Modelle der psychischen Elastizität

24 Mai 2019

Mit Prof. Steven M. Boker hieß die Universität der Bundeswehr München am 9. Mai 2019 einen der führenden Spezialisten im Bereich der quantitativen Psychologie weltweit willkommen.

Prof. Dr. Timo von Oertzen stellte seinen Kollegen von der University of Virginia vor, der den Universitätsangehörigen und Studierenden in seinem Vortrag „Multi-Timescale Models of Resiliency Across the Lifespan“ Einblicke in die Anwendung der mathematischen Modellierung für die Erforschung der Auswirkungen von Stresssituationen bot.

Interdisziplinäre Ansätze

Stresserfahrungen können betroffene Personen traumatisieren oder auch ihre psychische Widerstandsfähigkeit steigern. Ein bestimmtes Stress-Level kann für eine Person erträglich, für eine andere aber bereits gesundheitsschädlich sein. Die Erkundung dieser Grenzen und Unterschiede sei wohl am Spannendsten in der Resilienzforschung, so Prof. Boker. Der psychologische Begriff der Resilienz weist Parallele zu einem Begriff aus dem Bereich Physik auf, demjenigen der Elastizität. Die Fähigkeit zur Krisenbewältigung und zum angemessenen Umgang mit hohen psychischen Belastungen ähnelt der Eigenschaft von Körpern und Stoffen, nach Verformungen durch äußere Einwirkungen in ihre ursprüngliche Form zurückzukehren. So können physikalische Gesetze, die elastische Verformungen beschreiben, wie etwa der 1678 formulierte Hookesche Gesetz, in die Erstellung von Modellen des Umgangs von Personen und Gruppen mit Stress integriert werden.

Lassen sich Stressauswirkungen vorhersagen?

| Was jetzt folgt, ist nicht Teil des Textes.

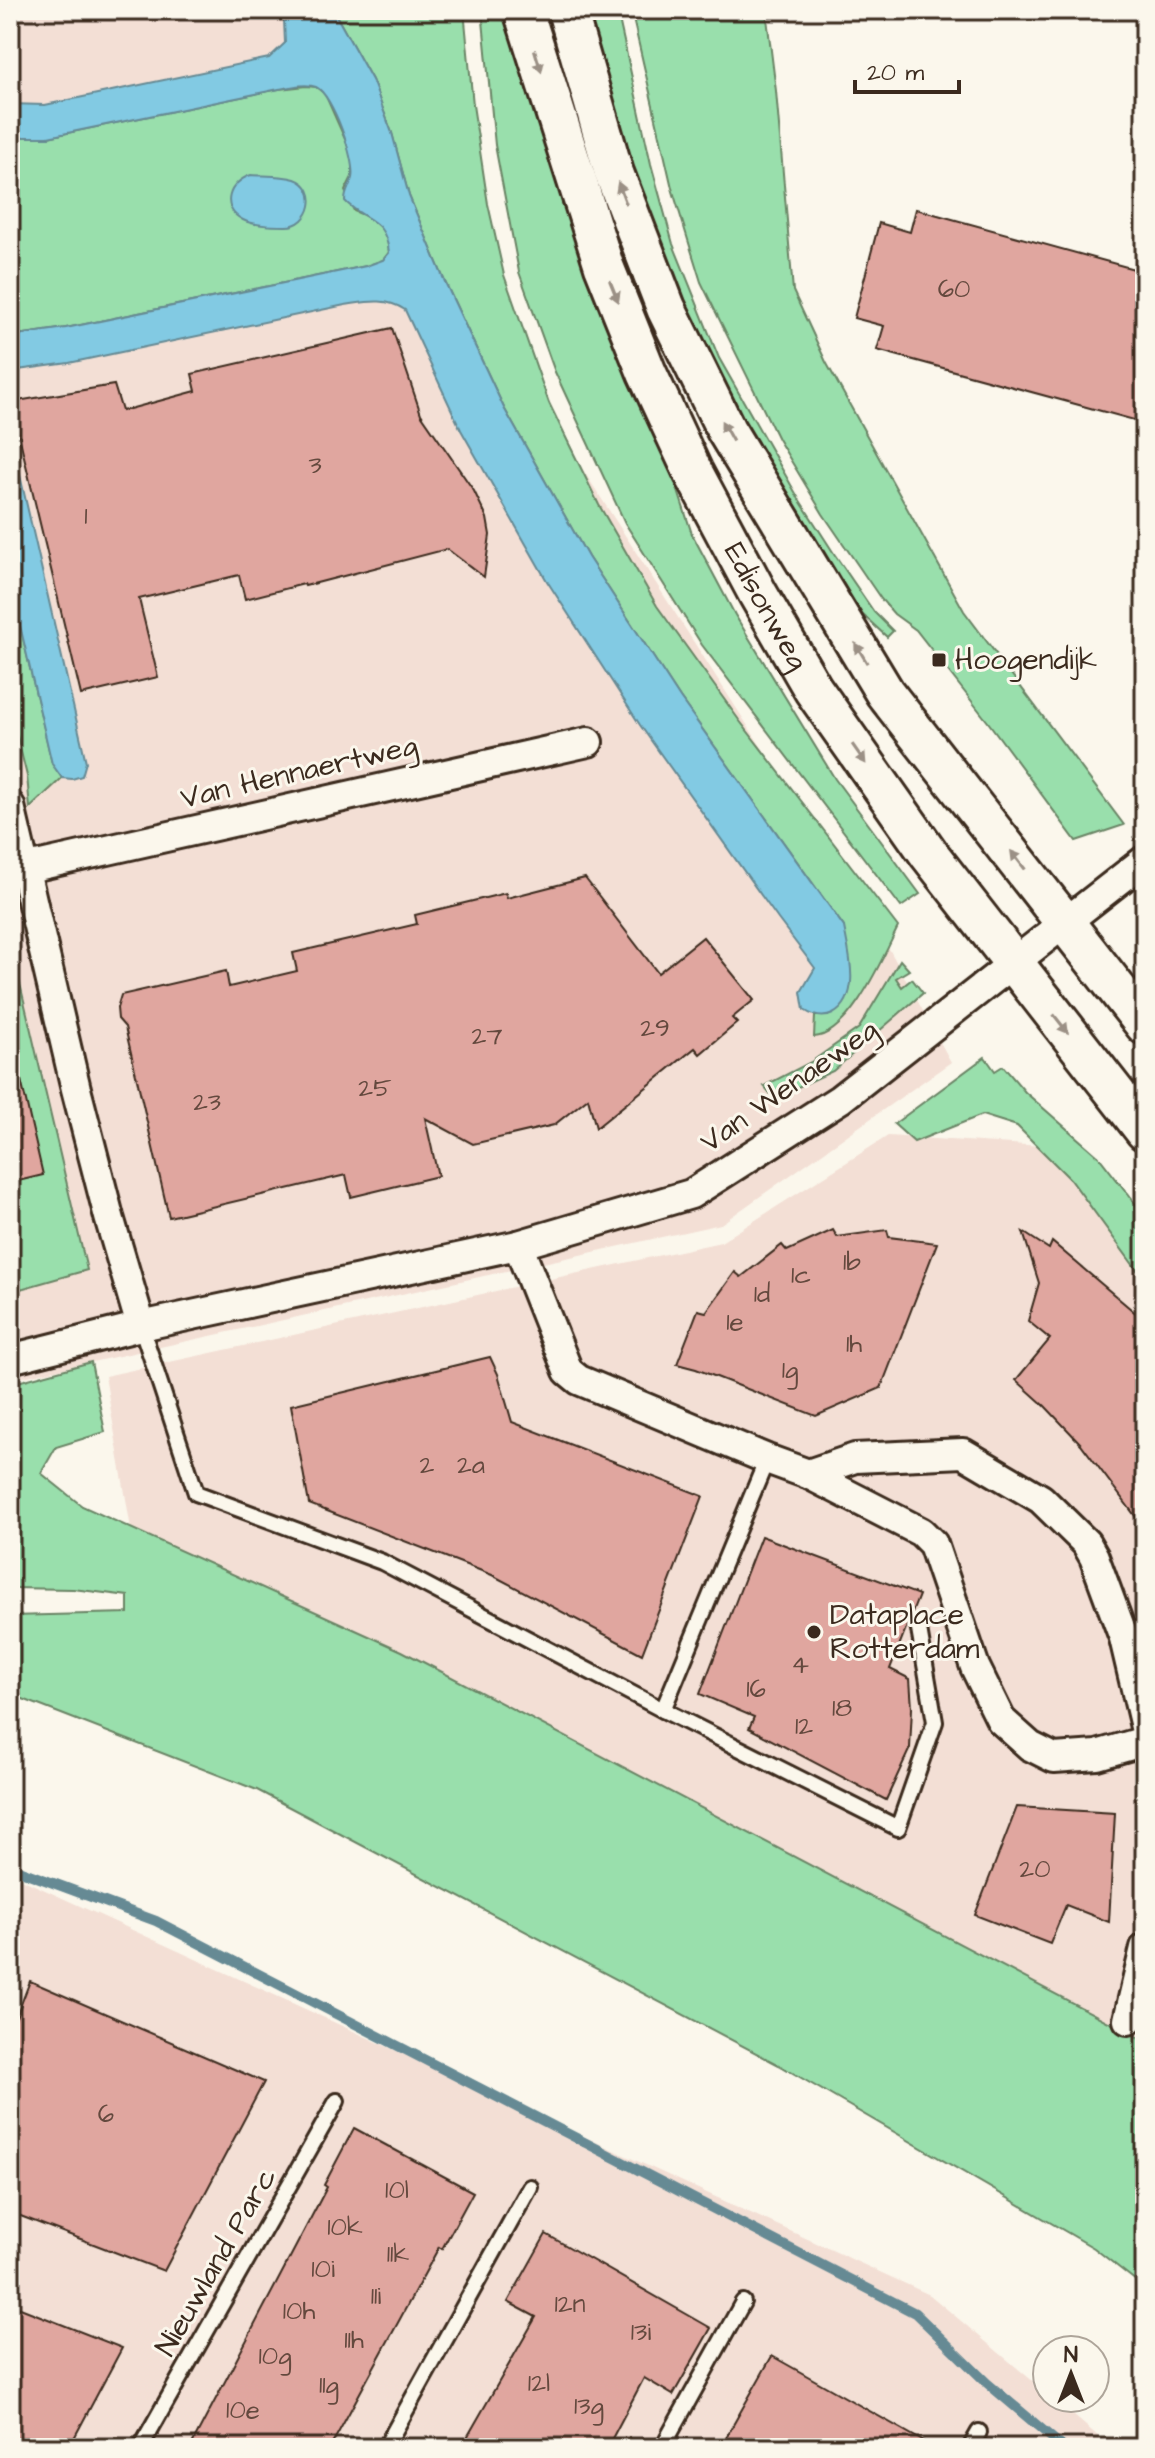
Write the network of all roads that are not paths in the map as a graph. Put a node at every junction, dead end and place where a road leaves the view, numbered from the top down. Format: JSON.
{"nodes":[{"id":1,"x":523,"y":10,"type":"edge"},
{"id":2,"x":567,"y":10,"type":"edge"},
{"id":3,"x":588,"y":742,"type":"dead end"},
{"id":4,"x":10,"y":806,"type":"edge"},
{"id":5,"x":1145,"y":860,"type":"edge"},
{"id":6,"x":17,"y":870,"type":"edge"},
{"id":7,"x":1066,"y":922,"type":"junction"},
{"id":8,"x":1012,"y":963,"type":"junction"},
{"id":9,"x":1145,"y":1025,"type":"edge"},
{"id":10,"x":1145,"y":1131,"type":"edge"},
{"id":11,"x":518,"y":1245,"type":"junction"},
{"id":12,"x":141,"y":1326,"type":"junction"},
{"id":13,"x":10,"y":1359,"type":"edge"},
{"id":14,"x":767,"y":1459,"type":"junction"},
{"id":15,"x":808,"y":1474,"type":"junction"},
{"id":16,"x":918,"y":1624,"type":"dead end"},
{"id":17,"x":663,"y":1710,"type":"junction"},
{"id":18,"x":1145,"y":1727,"type":"edge"},
{"id":19,"x":1145,"y":1741,"type":"edge"},
{"id":20,"x":1145,"y":1948,"type":"edge"},
{"id":21,"x":1128,"y":2020,"type":"dead end"},
{"id":22,"x":337,"y":2101,"type":"dead end"},
{"id":23,"x":530,"y":2187,"type":"dead end"},
{"id":24,"x":743,"y":2302,"type":"dead end"},
{"id":25,"x":979,"y":2432,"type":"dead end"},
{"id":26,"x":140,"y":2448,"type":"edge"},
{"id":27,"x":385,"y":2448,"type":"edge"},
{"id":28,"x":662,"y":2448,"type":"edge"},
{"id":29,"x":970,"y":2448,"type":"edge"}],
"edges":[{"from":1,"to":8,"type":"main road","name":"Edisonweg","one_way":true},
{"from":7,"to":2,"type":"main road","name":"Edisonweg","one_way":true},
{"from":3,"to":6,"type":"street","name":"Van Hennaertweg"},
{"from":4,"to":6,"type":"street"},
{"from":5,"to":7,"type":"street","name":"Van Wenaeweg"},
{"from":6,"to":12,"type":"street"},
{"from":7,"to":8,"type":"street","name":"Van Wenaeweg"},
{"from":7,"to":9,"type":"main road","name":"Edisonweg"},
{"from":8,"to":10,"type":"main road","name":"Edisonweg","one_way":true},
{"from":8,"to":11,"type":"street","name":"Van Wenaeweg"},
{"from":11,"to":12,"type":"street","name":"Van Wenaeweg"},
{"from":11,"to":14,"type":"street"},
{"from":12,"to":13,"type":"street","name":"Van Wenaeweg"},
{"from":12,"to":17,"type":"lane"},
{"from":14,"to":15,"type":"street"},
{"from":14,"to":17,"type":"lane"},
{"from":15,"to":18,"type":"street"},
{"from":15,"to":19,"type":"street"},
{"from":16,"to":17,"type":"lane"},
{"from":20,"to":21,"type":"street"},
{"from":22,"to":26,"type":"lane","name":"Nieuwland Parc"},
{"from":23,"to":27,"type":"lane"},
{"from":24,"to":28,"type":"lane"},
{"from":25,"to":29,"type":"lane"}]}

Die Daten, die zur Modellierung des Umgangs mit Stress verwendet wurden, stammen aus einer Langzeitstudie, die von der University of Notre Dame in den USA in den Jahren 2006 bis 2016 durchgeführt wurde und die Entwicklungen in der psychischen und körperlichen Gesundheit von insgesamt 1000 Personen im Alter zwischen 18 und 75 Jahren verfolgt hat. Dabei wurden die Daten zu vorhandenen Stressoren und zu ihren langzeitigen Auswirkungen berücksichtigt. Das entstandene Modell ermöglicht es, Voraussagungen zu Konsequenzen von Stresssituationen mit Berücksichtigung der demographischen Variablen wie Alter, Geschlecht, Bildungsniveau und sozialer Status der betroffenen Person zu treffen. Besonders gut eignet es sich für die Einschätzung der potentiellen positiven Effekte der überstandenen psychischen Belastungen. Zum Schluss resümierte Prof. Boker: Die Mathematik erweist sich immer wieder als ein besonders wertvolles und faszinierendes Werkzeug der Psychologie.